Recorded information Block Start
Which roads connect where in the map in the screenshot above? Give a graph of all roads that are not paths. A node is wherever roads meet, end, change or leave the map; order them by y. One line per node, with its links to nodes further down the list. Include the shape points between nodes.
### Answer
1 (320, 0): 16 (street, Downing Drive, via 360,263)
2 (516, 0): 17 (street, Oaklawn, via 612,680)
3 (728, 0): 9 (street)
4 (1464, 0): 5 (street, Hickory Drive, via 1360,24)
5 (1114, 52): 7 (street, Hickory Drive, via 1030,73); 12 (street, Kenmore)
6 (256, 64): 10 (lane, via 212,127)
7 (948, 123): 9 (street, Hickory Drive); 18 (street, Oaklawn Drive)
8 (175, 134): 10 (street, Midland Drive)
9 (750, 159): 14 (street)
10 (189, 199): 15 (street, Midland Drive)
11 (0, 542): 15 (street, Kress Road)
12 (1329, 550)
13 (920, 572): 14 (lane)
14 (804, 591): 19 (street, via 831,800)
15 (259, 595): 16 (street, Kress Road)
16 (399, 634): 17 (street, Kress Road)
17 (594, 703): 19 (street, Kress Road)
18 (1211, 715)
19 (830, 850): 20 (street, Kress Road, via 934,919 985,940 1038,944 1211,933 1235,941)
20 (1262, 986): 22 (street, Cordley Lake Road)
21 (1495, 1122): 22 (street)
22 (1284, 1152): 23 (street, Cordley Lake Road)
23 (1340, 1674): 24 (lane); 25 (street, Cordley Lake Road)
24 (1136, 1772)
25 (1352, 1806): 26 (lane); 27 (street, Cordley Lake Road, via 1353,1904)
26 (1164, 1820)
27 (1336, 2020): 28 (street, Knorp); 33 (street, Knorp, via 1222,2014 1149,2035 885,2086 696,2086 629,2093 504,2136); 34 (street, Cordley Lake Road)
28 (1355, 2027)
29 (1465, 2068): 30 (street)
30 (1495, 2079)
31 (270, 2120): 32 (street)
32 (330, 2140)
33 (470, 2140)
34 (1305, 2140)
Recorded information Block End
## [Task directions]
Write out the material once more so that every line matches exactly.

## [Response]
Which roads connect where in the map in the screenshot above? Give a graph of all roads that are not paths. A node is wherever roads meet, end, change or leave the map; order them by y. One line per node, with its links to nodes further down the list. Include the shape points between nodes.
### Answer
1 (320, 0): 16 (street, Downing Drive, via 360,263)
2 (516, 0): 17 (street, Oaklawn, via 612,680)
3 (728, 0): 9 (street)
4 (1464, 0): 5 (street, Hickory Drive, via 1360,24)
5 (1114, 52): 7 (street, Hickory Drive, via 1030,73); 12 (street, Kenmore)
6 (256, 64): 10 (lane, via 212,127)
7 (948, 123): 9 (street, Hickory Drive); 18 (street, Oaklawn Drive)
8 (175, 134): 10 (street, Midland Drive)
9 (750, 159): 14 (street)
10 (189, 199): 15 (street, Midland Drive)
11 (0, 542): 15 (street, Kress Road)
12 (1329, 550)
13 (920, 572): 14 (lane)
14 (804, 591): 19 (street, via 831,800)
15 (259, 595): 16 (street, Kress Road)
16 (399, 634): 17 (street, Kress Road)
17 (594, 703): 19 (street, Kress Road)
18 (1211, 715)
19 (830, 850): 20 (street, Kress Road, via 934,919 985,940 1038,944 1211,933 1235,941)
20 (1262, 986): 22 (street, Cordley Lake Road)
21 (1495, 1122): 22 (street)
22 (1284, 1152): 23 (street, Cordley Lake Road)
23 (1340, 1674): 24 (lane); 25 (street, Cordley Lake Road)
24 (1136, 1772)
25 (1352, 1806): 26 (lane); 27 (street, Cordley Lake Road, via 1353,1904)
26 (1164, 1820)
27 (1336, 2020): 28 (street, Knorp); 33 (street, Knorp, via 1222,2014 1149,2035 885,2086 696,2086 629,2093 504,2136); 34 (street, Cordley Lake Road)
28 (1355, 2027)
29 (1465, 2068): 30 (street)
30 (1495, 2079)
31 (270, 2120): 32 (street)
32 (330, 2140)
33 (470, 2140)
34 (1305, 2140)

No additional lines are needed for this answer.